ふと、目の前に何かがいるのに気付いた。薄暗い中よくよく見れば、それは小さな水色のポケモンである。毛糸のマフラーを身体に巻いているが、小刻みに震えていた。少なくとも、この寒さの中放っておけるような状態ではない。
「どうしたんだ、こんな場所で」
「……」
小さな影は答えない。別に気を失っているわけではない。確かに薄暗いが、金色の瞳はしっかりと私の姿をとらえているはずだ。……きっと恐ろしいと思われているのだろう。ところがいつまで経っても逃げもせず、答えもしなかった。私もしばらく、動かずにいた。
「……い」
「?」
「寒い……」
二度目はかろうじて聞き取ることのできる声だった。逃げる様子は無かったので、その小さな身体をマフラーごと持ち上げ、抱え込む。淡い黄色と白で編まれたマフラーの隙間から、黒くて細長い尻尾の先に付いている、手裏剣型の部分がはみ出した。

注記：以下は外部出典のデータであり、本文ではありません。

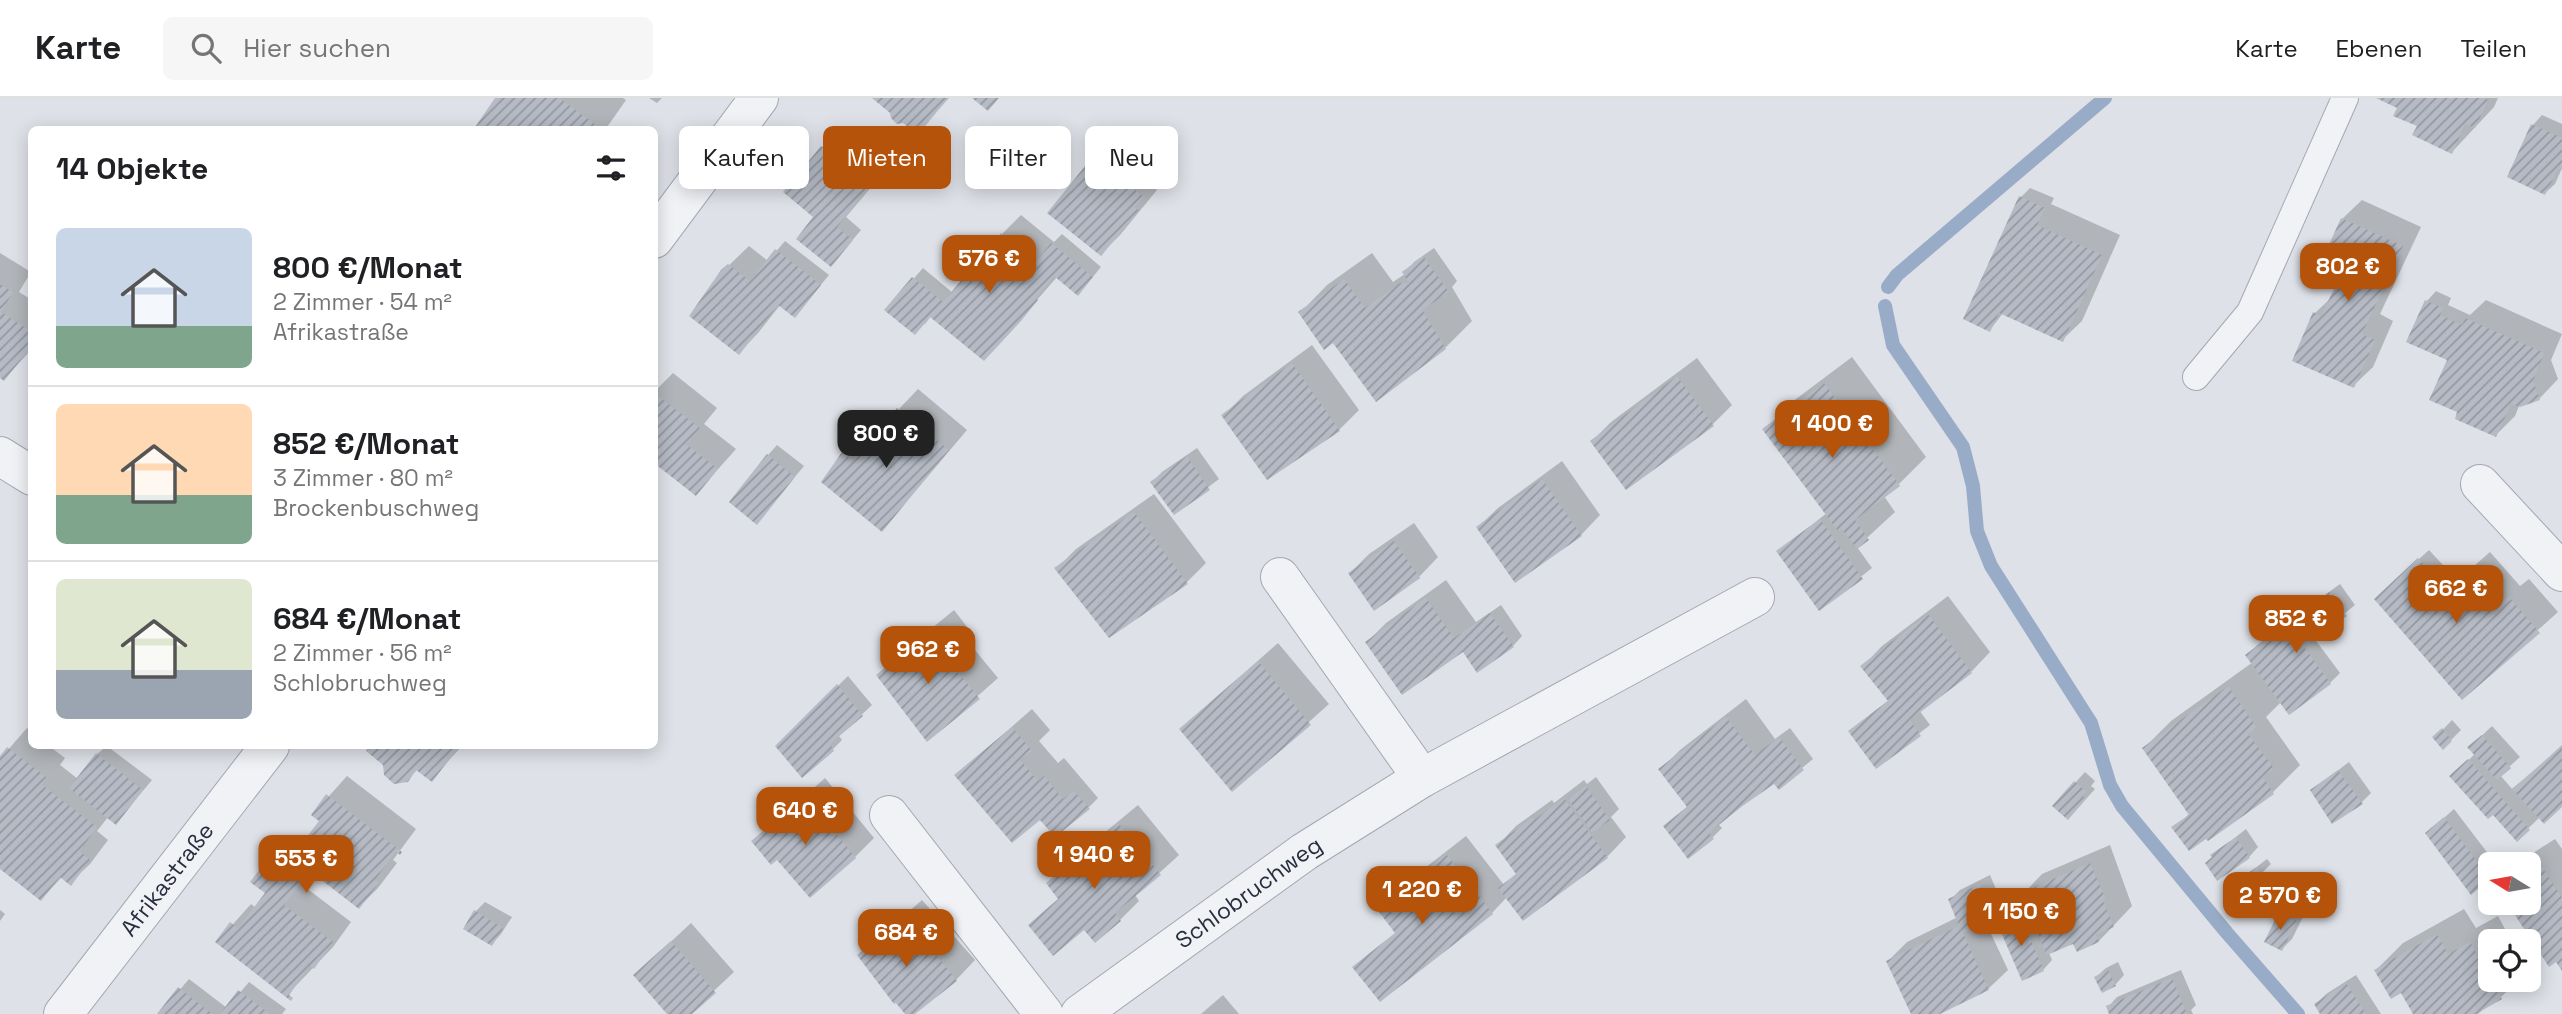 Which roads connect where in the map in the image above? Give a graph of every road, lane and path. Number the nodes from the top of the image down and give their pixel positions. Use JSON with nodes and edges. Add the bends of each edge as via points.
{"nodes":[{"id":1,"x":760,"y":98,"type":"edge"},
{"id":2,"x":2345,"y":98,"type":"edge"},
{"id":3,"x":658,"y":234,"type":"edge"},
{"id":4,"x":2196,"y":377,"type":"dead end"},
{"id":5,"x":0,"y":456,"type":"edge"},
{"id":6,"x":28,"y":474,"type":"edge"},
{"id":7,"x":2480,"y":484,"type":"dead end"},
{"id":8,"x":2562,"y":572,"type":"edge"},
{"id":9,"x":1280,"y":577,"type":"dead end"},
{"id":10,"x":1755,"y":597,"type":"dead end"},
{"id":11,"x":268,"y":749,"type":"edge"},
{"id":12,"x":1422,"y":778,"type":"junction"},
{"id":13,"x":889,"y":815,"type":"dead end"},
{"id":14,"x":63,"y":1014,"type":"edge"},
{"id":15,"x":1044,"y":1014,"type":"edge"},
{"id":16,"x":1080,"y":1014,"type":"edge"}],
"edges":[{"from":1,"to":3,"type":"street"},
{"from":2,"to":4,"type":"lane","via":[[2250,312]]},
{"from":5,"to":6,"type":"street"},
{"from":7,"to":8,"type":"street"},
{"from":9,"to":12,"type":"street"},
{"from":10,"to":12,"type":"street","name":"Schlobruchweg"},
{"from":11,"to":14,"type":"street","name":"Afrikastraße"},
{"from":12,"to":16,"type":"street","name":"Schlobruchweg","via":[[1304,852]]},
{"from":13,"to":15,"type":"street"}]}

裏路地の影も、クリスマスの輝きの影も暗く感じた。しばしの間、自分が入ってきた路地の入り口に見える輝きをぼうっと見つめていた。
「ねえ、おじさん」
突然、抱えている影がはっきりと喋り、少し驚く。
「おじさんさ、名前なんていうの?」
おじさん――別に間違ってはいないと思う。多分。自分の年齢とかは、数える意味をとうに成さなくなったので覚えていない。私達ダークライという種族は、少なくともニンゲンよりは遥かに長い時を生きるともいうが……。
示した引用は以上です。